PSV Eindhoven will host PEC Zwolle at the Philips Stadion on Thursday in round 31 of the Eredivisie, a match that follows a dramatic week for the champions and a chance for Zwolle to clinch safety. Couhaib Driouech, who sealed a 4-3 comeback win with a 94th-minute goal against FC Utrecht, has become the immediate face of PSV’s late-season fight for momentum.

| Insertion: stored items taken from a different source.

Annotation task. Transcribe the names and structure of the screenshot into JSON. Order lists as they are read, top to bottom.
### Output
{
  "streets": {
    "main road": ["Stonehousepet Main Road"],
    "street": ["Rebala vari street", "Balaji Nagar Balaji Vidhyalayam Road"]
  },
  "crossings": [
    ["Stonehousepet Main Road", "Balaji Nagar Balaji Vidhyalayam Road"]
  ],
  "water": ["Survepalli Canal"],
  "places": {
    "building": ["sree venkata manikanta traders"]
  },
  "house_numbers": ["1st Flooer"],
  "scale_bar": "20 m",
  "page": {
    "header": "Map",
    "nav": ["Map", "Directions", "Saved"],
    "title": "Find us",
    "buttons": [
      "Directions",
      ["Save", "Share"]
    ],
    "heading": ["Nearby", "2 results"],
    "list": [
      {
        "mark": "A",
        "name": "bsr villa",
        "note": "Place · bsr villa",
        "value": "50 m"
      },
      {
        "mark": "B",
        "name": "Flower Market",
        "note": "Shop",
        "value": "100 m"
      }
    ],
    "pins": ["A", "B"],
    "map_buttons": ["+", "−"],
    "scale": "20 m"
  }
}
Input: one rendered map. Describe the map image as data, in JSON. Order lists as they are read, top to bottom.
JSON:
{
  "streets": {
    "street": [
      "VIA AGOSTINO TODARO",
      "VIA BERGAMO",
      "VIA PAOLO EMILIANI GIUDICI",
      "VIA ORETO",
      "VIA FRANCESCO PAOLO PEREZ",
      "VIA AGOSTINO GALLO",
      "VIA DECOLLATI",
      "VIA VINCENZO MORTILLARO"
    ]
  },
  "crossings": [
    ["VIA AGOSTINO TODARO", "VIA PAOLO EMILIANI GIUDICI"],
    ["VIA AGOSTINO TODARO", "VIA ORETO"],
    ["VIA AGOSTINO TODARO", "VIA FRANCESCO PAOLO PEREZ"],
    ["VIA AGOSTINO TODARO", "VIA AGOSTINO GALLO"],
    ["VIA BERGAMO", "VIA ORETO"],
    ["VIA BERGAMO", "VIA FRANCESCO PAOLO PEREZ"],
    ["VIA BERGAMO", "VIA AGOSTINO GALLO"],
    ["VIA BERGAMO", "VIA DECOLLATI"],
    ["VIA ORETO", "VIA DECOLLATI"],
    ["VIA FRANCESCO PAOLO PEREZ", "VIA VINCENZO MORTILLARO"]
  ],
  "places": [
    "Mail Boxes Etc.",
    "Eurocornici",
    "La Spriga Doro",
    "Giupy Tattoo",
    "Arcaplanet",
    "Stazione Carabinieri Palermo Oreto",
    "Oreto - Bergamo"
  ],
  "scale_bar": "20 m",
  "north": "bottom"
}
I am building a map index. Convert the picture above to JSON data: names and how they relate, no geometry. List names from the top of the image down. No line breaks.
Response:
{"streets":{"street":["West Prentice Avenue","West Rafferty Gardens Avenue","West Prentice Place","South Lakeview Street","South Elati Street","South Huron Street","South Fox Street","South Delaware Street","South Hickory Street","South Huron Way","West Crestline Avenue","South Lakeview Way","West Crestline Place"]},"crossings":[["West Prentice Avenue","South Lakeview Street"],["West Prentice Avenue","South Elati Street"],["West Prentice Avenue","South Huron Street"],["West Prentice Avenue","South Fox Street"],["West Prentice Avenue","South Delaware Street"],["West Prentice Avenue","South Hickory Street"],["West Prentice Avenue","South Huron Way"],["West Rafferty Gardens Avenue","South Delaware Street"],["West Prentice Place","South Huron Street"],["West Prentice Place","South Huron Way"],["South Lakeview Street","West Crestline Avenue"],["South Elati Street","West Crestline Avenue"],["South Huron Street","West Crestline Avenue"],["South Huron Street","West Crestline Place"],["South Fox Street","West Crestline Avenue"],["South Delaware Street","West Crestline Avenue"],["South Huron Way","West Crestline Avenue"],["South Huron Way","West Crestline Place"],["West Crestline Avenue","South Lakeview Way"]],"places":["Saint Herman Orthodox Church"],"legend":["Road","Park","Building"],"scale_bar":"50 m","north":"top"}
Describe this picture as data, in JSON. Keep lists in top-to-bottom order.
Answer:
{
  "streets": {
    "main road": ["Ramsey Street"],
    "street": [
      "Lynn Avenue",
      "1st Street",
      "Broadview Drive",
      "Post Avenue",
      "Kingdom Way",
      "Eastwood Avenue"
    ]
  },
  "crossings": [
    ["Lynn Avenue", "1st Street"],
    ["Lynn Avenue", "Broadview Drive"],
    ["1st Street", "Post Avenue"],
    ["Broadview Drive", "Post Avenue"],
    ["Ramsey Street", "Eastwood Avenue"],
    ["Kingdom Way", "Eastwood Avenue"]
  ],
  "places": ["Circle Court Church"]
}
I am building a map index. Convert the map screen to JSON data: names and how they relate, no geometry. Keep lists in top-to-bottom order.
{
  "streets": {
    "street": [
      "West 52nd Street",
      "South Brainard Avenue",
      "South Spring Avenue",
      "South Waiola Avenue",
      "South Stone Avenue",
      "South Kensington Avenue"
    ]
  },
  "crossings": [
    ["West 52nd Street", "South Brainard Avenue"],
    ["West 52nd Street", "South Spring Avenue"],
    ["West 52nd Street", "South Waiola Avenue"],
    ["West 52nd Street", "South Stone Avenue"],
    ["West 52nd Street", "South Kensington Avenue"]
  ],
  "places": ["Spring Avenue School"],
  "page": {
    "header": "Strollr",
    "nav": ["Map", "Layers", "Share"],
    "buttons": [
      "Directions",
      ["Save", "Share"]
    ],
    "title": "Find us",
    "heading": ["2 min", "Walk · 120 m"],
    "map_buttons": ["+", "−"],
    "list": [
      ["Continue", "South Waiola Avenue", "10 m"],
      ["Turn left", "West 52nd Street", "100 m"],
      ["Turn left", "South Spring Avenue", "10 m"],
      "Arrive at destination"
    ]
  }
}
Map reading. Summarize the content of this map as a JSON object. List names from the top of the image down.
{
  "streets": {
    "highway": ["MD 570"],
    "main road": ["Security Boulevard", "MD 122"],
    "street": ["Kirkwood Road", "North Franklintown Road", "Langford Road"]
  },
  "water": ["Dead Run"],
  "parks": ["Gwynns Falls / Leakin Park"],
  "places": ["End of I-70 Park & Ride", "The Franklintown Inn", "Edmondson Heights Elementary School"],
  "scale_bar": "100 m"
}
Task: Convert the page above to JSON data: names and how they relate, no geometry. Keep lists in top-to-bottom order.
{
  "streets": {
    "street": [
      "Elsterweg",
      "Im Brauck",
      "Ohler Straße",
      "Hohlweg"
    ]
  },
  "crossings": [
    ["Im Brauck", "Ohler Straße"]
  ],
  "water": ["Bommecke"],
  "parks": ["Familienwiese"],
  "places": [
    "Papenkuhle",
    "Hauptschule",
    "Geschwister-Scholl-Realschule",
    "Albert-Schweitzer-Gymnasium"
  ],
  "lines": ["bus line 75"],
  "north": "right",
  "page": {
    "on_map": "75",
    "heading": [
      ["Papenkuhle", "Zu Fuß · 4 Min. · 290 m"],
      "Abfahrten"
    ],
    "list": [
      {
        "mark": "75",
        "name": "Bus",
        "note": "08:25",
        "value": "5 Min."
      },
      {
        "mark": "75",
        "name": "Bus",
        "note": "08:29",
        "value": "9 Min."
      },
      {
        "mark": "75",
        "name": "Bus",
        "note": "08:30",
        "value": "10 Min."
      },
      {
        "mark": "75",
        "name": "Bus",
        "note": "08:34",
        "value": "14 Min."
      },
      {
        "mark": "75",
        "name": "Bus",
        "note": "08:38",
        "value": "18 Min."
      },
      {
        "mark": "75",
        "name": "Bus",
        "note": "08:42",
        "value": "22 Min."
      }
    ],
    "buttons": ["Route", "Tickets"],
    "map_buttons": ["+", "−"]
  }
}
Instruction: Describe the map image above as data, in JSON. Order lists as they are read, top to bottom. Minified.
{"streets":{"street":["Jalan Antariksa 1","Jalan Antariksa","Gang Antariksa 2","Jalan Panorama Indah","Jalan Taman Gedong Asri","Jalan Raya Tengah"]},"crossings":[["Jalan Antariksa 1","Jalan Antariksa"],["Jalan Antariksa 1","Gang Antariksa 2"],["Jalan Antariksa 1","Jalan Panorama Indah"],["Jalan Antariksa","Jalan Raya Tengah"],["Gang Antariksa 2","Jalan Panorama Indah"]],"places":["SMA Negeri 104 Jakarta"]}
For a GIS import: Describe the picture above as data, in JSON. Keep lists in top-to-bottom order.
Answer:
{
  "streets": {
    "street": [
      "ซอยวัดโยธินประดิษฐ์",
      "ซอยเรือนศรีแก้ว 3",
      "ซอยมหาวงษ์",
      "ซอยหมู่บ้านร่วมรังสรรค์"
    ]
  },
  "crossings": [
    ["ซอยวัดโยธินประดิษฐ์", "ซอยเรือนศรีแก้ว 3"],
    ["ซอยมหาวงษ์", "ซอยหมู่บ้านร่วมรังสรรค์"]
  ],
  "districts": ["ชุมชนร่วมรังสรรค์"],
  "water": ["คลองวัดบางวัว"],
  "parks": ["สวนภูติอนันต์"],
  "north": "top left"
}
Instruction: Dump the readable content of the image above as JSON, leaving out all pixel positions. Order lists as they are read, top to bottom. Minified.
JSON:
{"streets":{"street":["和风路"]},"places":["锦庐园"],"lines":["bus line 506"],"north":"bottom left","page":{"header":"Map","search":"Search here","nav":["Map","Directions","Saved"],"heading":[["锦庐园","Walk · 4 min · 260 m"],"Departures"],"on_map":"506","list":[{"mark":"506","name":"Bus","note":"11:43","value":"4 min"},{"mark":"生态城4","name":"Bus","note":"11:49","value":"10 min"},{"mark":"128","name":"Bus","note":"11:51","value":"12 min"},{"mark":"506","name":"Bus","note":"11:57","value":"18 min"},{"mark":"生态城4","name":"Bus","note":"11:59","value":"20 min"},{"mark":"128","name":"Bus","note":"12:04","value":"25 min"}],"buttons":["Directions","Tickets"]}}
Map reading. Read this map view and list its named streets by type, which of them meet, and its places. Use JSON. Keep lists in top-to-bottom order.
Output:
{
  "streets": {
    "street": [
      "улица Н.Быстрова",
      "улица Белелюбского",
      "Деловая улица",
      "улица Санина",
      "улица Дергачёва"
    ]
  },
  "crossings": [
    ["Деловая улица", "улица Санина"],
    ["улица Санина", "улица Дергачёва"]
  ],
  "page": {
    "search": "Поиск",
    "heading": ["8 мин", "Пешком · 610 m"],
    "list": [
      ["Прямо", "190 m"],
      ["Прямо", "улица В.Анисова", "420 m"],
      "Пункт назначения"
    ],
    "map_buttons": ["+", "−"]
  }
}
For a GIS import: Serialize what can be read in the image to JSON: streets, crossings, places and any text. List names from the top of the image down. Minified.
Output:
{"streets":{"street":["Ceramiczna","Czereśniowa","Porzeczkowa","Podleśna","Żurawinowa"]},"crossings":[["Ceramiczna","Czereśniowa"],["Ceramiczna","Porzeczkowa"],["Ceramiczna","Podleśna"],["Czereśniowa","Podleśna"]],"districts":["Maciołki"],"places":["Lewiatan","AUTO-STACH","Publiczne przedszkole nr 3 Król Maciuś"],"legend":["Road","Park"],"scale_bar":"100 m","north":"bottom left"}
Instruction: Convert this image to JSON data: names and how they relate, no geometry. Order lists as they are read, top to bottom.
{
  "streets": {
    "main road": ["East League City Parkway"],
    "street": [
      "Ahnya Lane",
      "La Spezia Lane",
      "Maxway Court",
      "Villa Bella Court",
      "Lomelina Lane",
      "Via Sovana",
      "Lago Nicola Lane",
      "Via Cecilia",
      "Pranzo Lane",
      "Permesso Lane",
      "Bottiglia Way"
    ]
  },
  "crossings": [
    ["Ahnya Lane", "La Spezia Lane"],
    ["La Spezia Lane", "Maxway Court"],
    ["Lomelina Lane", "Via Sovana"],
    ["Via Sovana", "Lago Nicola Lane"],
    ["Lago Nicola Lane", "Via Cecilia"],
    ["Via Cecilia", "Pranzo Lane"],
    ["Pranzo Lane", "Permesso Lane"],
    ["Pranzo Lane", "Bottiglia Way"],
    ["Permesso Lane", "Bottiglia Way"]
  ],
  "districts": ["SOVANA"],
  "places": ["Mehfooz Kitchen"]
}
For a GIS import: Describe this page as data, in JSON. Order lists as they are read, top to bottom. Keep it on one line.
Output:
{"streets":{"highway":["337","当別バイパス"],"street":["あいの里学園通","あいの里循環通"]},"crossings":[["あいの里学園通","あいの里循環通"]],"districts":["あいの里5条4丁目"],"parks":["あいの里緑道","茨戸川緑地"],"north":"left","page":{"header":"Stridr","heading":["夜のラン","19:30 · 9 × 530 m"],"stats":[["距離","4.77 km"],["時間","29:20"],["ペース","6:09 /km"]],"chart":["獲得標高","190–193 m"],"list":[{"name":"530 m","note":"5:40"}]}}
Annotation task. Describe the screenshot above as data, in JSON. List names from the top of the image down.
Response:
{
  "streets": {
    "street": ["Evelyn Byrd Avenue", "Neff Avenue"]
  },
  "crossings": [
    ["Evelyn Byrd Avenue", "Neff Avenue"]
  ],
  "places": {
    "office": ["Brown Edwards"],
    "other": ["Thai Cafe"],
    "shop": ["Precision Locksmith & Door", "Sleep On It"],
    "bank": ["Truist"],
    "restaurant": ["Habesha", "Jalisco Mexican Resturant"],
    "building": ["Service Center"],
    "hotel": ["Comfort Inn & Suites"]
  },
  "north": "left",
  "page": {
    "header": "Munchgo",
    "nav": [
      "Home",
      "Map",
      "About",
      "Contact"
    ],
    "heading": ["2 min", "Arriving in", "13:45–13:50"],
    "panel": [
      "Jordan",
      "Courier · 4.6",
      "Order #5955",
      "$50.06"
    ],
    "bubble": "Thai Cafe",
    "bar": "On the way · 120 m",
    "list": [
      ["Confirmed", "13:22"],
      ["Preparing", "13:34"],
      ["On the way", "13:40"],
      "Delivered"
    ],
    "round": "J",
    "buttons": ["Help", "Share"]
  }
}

The numbers underline why the match matters: PSV have already secured the Eredivisie title — their 27th top-flight crown — and extended their lead at the top to 19 points after a 2-0 win over Sparta Rotterdam, a result that also gave them their first clean sheet since beating Feyenoord 3-0 in February. PEC Zwolle arrive 13th in the table, nine points clear of the automatic relegation places and seven points above 16th-placed Telstar in the play-off spot; a positive result on Thursday would guarantee their safety with matches winding down.
What has brought fans through the door this week is contrast. PSV have shown they can switch from collapse to clutch: they were eliminated from the KNVB Beker at the semi-final stage by NEC, then lost 3-2 to the same opponent, and suffered two defeats in three Eredivisie matches before the 4-3 win over Utrecht. That sequence made Driouech’s stoppage-time intervention feel less like luck and more like a pressure release for a side already secure of the title but still chasing form markers — notably consecutive league clean sheets, something PSV have not managed in 2026.
Tension for PSV centers on availability and continuity. Paul Wanner will miss Thursday’s match after picking up a yellow card against Sparta. Alassane Plea, Ruben van Bommel and Jerdy Schouten are sidelined by injury. Ismael Saibari, who has 15 goals this season, will be assessed after a late withdrawal against Sparta on April 11, and Sergino Dest could make his first appearance since early March if cleared following a hamstring problem. Those decisions will shape whether PSV rotate freely or field a lineup aimed at tightening a defence that has rarely found back-to-back shutouts this year.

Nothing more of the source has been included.